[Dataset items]
#####
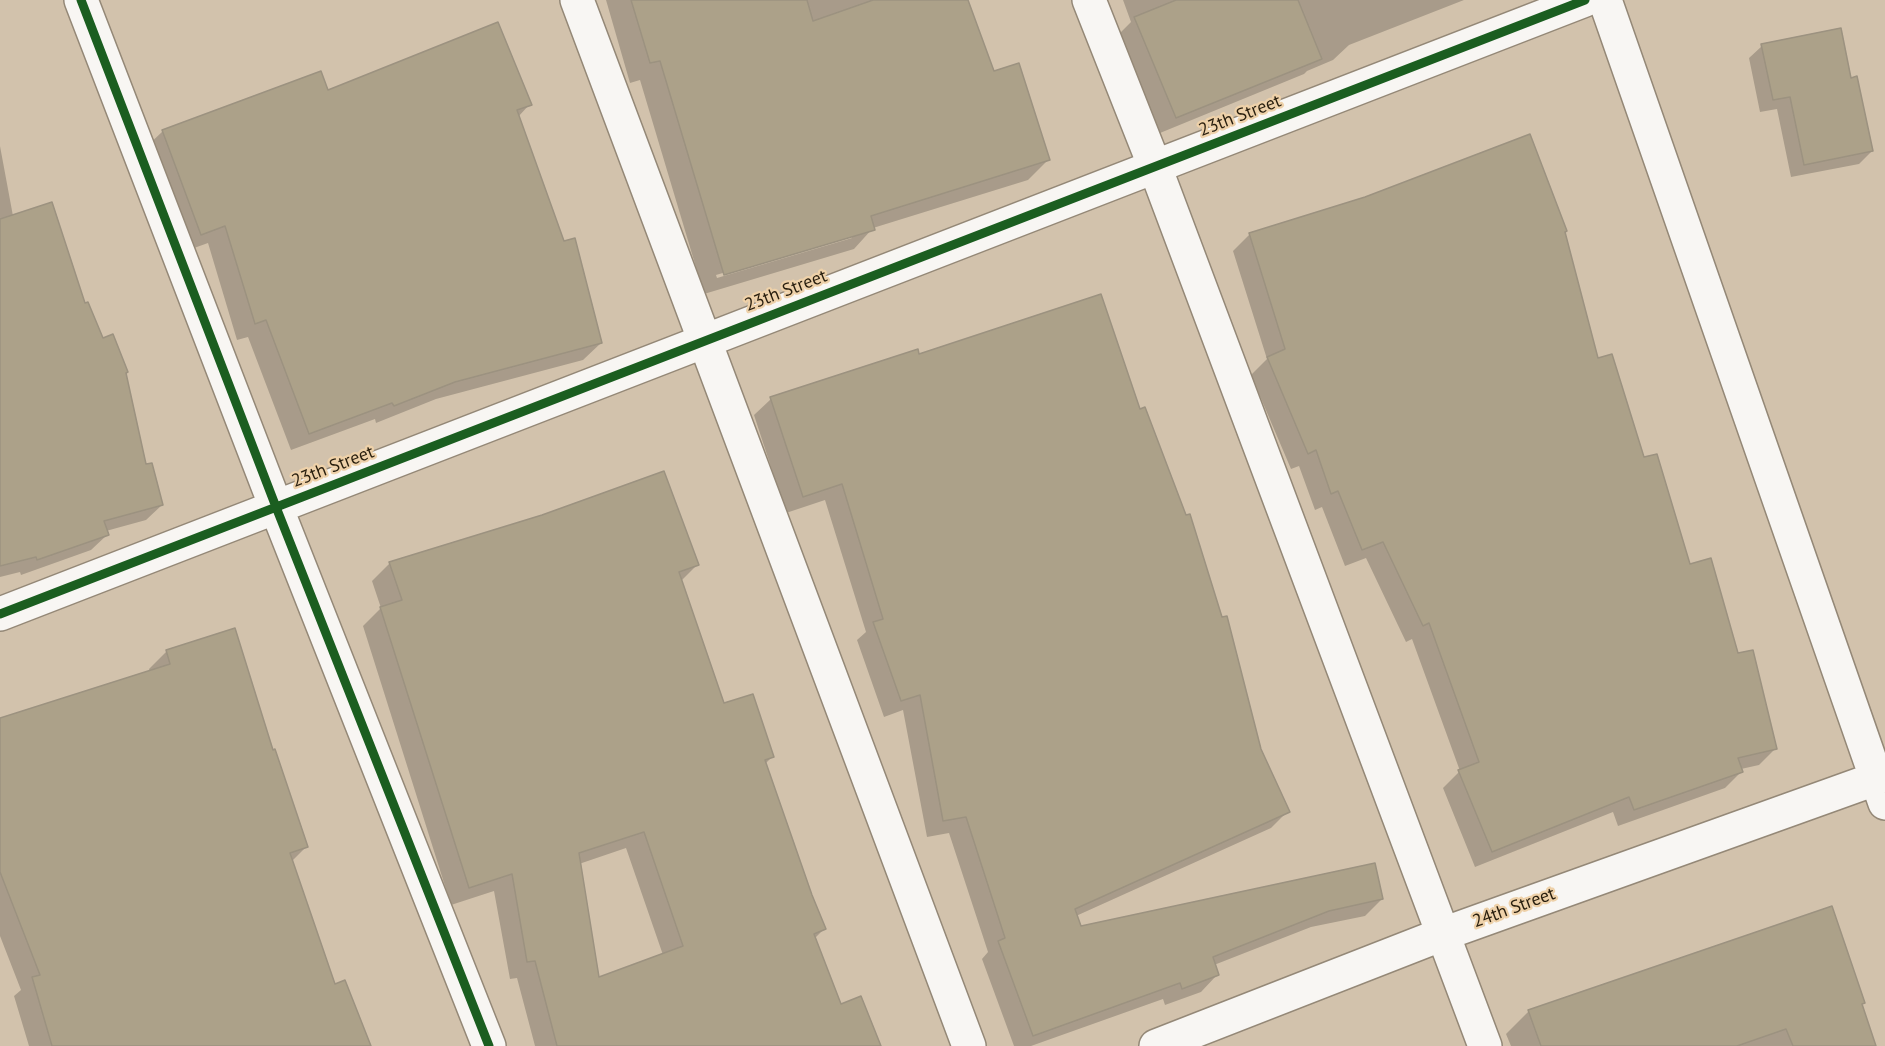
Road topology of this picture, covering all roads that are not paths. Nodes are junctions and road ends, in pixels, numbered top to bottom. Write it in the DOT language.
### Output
graph roads {
  1 [pos="81,0"];
  2 [pos="577,0"];
  3 [pos="1089,0"];
  4 [pos="1585,0"];
  5 [pos="1605,0"];
  6 [pos="1155,167"];
  7 [pos="705,340"];
  8 [pos="276,507"];
  9 [pos="0,614"];
  10 [pos="1880,791"];
  11 [pos="1443,934"];
  12 [pos="489,1046"];
  13 [pos="969,1046"];
  14 [pos="1156,1046"];
  15 [pos="1485,1046"];
  1 -- 8 [label="street"];
  2 -- 7 [label="street"];
  3 -- 6 [label="street"];
  4 -- 6 [label="street, 23th Street"];
  5 -- 10 [label="street"];
  6 -- 7 [label="street, 23th Street"];
  6 -- 11 [label="street"];
  7 -- 8 [label="street, 23th Street"];
  7 -- 13 [label="street"];
  8 -- 9 [label="street, 23th Street"];
  8 -- 12 [label="street"];
  10 -- 11 [label="street, 24th Street"];
  11 -- 14 [label="street, 24th Street"];
  11 -- 15 [label="street"];
}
#####
▶ _Action item_: Your reply should be the entries above, repeated exactly and free of pictures.

▶ _Solution to this problem_:
Road topology of this picture, covering all roads that are not paths. Nodes are junctions and road ends, in pixels, numbered top to bottom. Write it in the DOT language.
### Output
graph roads {
  1 [pos="81,0"];
  2 [pos="577,0"];
  3 [pos="1089,0"];
  4 [pos="1585,0"];
  5 [pos="1605,0"];
  6 [pos="1155,167"];
  7 [pos="705,340"];
  8 [pos="276,507"];
  9 [pos="0,614"];
  10 [pos="1880,791"];
  11 [pos="1443,934"];
  12 [pos="489,1046"];
  13 [pos="969,1046"];
  14 [pos="1156,1046"];
  15 [pos="1485,1046"];
  1 -- 8 [label="street"];
  2 -- 7 [label="street"];
  3 -- 6 [label="street"];
  4 -- 6 [label="street, 23th Street"];
  5 -- 10 [label="street"];
  6 -- 7 [label="street, 23th Street"];
  6 -- 11 [label="street"];
  7 -- 8 [label="street, 23th Street"];
  7 -- 13 [label="street"];
  8 -- 9 [label="street, 23th Street"];
  8 -- 12 [label="street"];
  10 -- 11 [label="street, 24th Street"];
  11 -- 14 [label="street, 24th Street"];
  11 -- 15 [label="street"];
}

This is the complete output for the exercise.